** DATA EXCERPTS **
◇ ◇ ◇ ◇ ◇

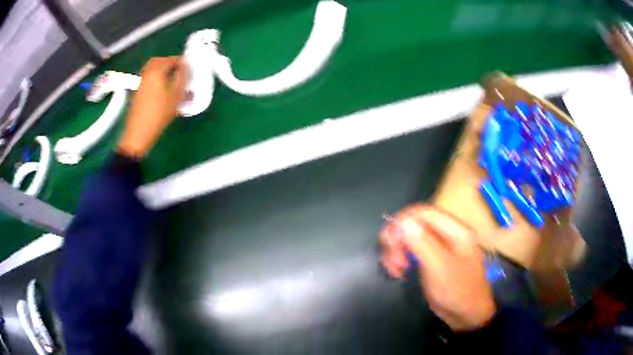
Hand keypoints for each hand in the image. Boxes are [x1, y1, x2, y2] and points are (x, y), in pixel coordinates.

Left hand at [118, 56, 188, 157]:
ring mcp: (141, 83)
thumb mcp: (176, 95)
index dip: (182, 62)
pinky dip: (157, 80)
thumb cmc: (159, 113)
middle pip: (159, 62)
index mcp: (156, 70)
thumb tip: (188, 66)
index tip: (191, 68)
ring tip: (174, 82)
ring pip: (153, 71)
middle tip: (181, 71)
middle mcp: (147, 73)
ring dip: (163, 72)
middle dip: (170, 63)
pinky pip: (149, 80)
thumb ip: (183, 77)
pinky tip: (164, 91)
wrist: (138, 134)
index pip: (172, 59)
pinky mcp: (138, 93)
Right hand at [380, 205, 495, 330]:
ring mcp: (437, 247)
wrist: (466, 315)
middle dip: (398, 238)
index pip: (423, 212)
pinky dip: (399, 258)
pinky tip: (398, 272)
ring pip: (408, 237)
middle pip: (413, 223)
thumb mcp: (440, 268)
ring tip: (394, 269)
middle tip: (392, 259)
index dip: (403, 221)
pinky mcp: (429, 259)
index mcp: (455, 230)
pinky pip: (409, 250)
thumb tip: (402, 222)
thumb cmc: (458, 291)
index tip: (390, 241)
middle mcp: (446, 234)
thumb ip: (423, 244)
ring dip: (396, 250)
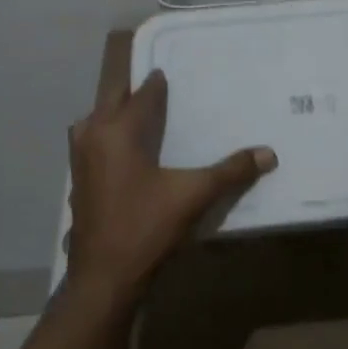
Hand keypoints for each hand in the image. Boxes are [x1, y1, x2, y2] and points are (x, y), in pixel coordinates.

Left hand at [67, 69, 276, 300]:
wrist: (104, 277)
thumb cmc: (146, 228)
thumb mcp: (194, 196)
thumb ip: (231, 172)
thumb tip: (268, 153)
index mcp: (117, 131)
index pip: (141, 95)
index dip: (156, 83)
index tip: (167, 71)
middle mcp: (93, 137)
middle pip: (111, 101)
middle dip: (132, 92)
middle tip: (155, 88)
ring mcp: (80, 162)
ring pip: (94, 123)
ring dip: (113, 114)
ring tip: (137, 116)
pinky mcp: (78, 184)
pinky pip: (90, 145)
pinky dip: (105, 138)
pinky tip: (123, 154)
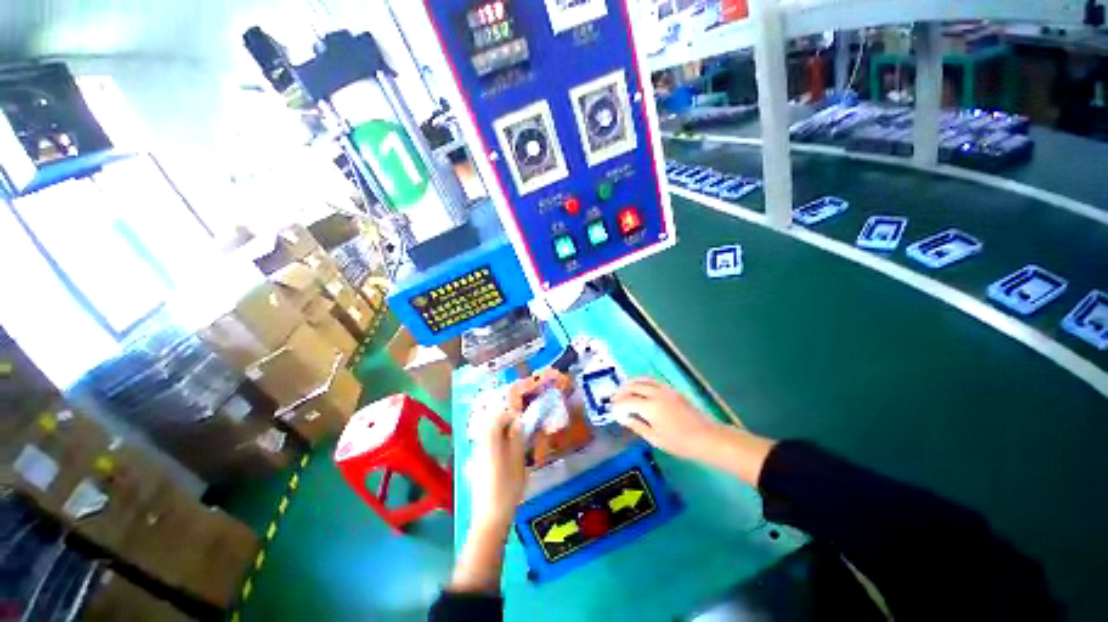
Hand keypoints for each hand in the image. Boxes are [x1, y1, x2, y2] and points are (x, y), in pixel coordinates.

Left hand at [469, 408, 527, 531]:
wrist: (490, 517)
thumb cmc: (507, 488)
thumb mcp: (518, 461)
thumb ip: (517, 439)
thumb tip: (518, 423)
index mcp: (490, 441)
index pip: (497, 417)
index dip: (509, 415)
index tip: (521, 422)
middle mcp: (480, 444)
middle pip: (490, 424)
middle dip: (505, 424)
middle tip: (519, 432)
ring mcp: (477, 455)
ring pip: (488, 435)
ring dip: (502, 434)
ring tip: (515, 445)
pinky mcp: (477, 465)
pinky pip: (487, 445)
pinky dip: (497, 444)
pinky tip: (507, 457)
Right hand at [612, 377, 775, 483]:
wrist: (707, 437)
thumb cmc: (680, 443)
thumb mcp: (655, 439)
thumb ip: (637, 426)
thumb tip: (624, 418)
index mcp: (650, 406)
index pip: (627, 401)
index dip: (617, 404)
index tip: (612, 409)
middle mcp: (656, 393)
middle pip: (633, 385)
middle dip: (621, 391)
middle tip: (614, 398)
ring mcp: (665, 389)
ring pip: (643, 379)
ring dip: (631, 383)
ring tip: (624, 390)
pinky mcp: (672, 389)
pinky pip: (652, 381)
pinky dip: (642, 382)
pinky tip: (640, 389)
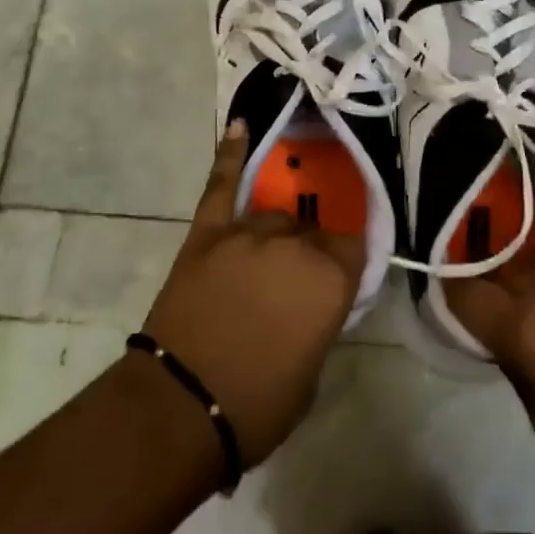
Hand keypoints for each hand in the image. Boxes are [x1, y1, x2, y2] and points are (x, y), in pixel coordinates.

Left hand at [140, 121, 364, 467]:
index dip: (347, 262)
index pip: (355, 246)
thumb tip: (314, 299)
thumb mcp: (312, 370)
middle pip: (314, 229)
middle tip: (297, 282)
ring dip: (277, 234)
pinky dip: (230, 154)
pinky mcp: (208, 232)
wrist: (179, 409)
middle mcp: (295, 244)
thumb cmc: (257, 406)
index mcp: (330, 278)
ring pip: (275, 215)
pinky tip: (240, 124)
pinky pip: (223, 184)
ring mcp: (248, 232)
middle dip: (311, 250)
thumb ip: (320, 318)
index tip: (341, 276)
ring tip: (269, 256)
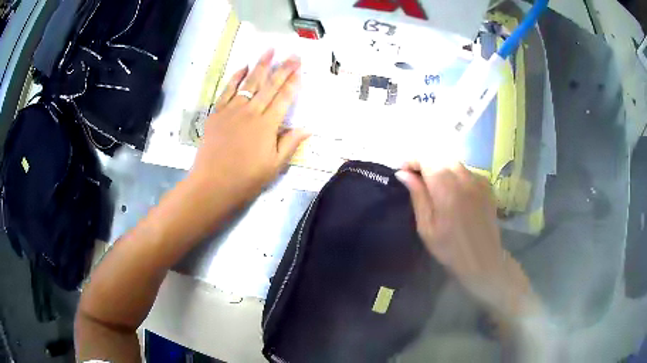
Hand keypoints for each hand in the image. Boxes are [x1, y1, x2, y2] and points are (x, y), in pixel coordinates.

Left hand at [190, 49, 309, 200]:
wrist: (212, 185)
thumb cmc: (246, 179)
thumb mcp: (274, 166)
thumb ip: (290, 143)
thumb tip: (308, 127)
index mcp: (267, 125)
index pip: (284, 98)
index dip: (293, 83)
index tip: (300, 69)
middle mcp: (251, 112)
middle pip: (269, 85)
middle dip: (283, 68)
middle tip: (293, 54)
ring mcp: (232, 110)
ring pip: (249, 82)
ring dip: (260, 65)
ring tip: (269, 50)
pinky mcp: (217, 113)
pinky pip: (227, 90)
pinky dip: (235, 77)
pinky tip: (242, 67)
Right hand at [396, 163, 537, 317]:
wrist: (483, 260)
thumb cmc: (450, 249)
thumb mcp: (426, 227)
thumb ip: (417, 196)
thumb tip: (403, 173)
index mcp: (447, 189)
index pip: (426, 158)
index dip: (412, 160)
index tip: (403, 172)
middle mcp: (464, 178)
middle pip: (440, 156)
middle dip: (425, 163)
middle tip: (416, 180)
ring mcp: (478, 180)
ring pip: (454, 162)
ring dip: (440, 168)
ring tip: (434, 186)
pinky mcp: (486, 185)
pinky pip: (466, 171)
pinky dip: (455, 174)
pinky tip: (453, 192)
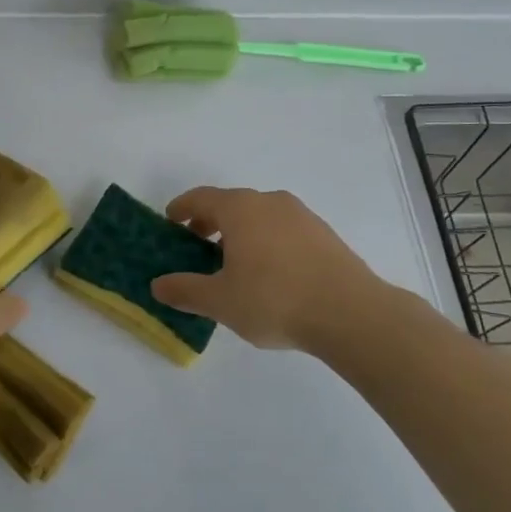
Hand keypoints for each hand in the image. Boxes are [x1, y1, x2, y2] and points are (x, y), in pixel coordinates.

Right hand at [150, 187, 397, 352]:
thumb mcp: (221, 301)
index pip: (202, 197)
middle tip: (197, 245)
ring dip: (240, 232)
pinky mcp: (324, 234)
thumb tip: (158, 285)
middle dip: (210, 221)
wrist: (352, 313)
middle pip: (231, 204)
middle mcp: (270, 202)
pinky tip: (270, 272)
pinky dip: (266, 240)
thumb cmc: (276, 300)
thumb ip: (186, 290)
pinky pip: (283, 229)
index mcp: (240, 209)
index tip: (171, 220)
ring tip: (234, 263)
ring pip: (259, 215)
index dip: (182, 207)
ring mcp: (301, 216)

◇ ◇ ◇ ◇ ◇

** ACTIVITY **
Which lines run from the one holding "index pip: (423, 212)" through the one holding "ring dip: (396, 250)" in the records above? Repeat them exactly, both included, and nothing more.

** WRITTEN RESPONSE **
index pip: (423, 212)
pinky dip: (399, 258)
pinky tip: (398, 272)
ring pip: (408, 237)
middle pip: (413, 223)
thumb mcp: (440, 268)
ring tip: (394, 269)
middle tip: (392, 259)
index dip: (403, 221)
pinky mcp: (429, 259)
index mcp: (455, 230)
pinky pip: (409, 250)
thumb tip: (402, 222)
thumb cmc: (458, 291)
index tip: (390, 241)
middle mcp: (446, 234)
thumb ip: (423, 244)
ring dip: (396, 250)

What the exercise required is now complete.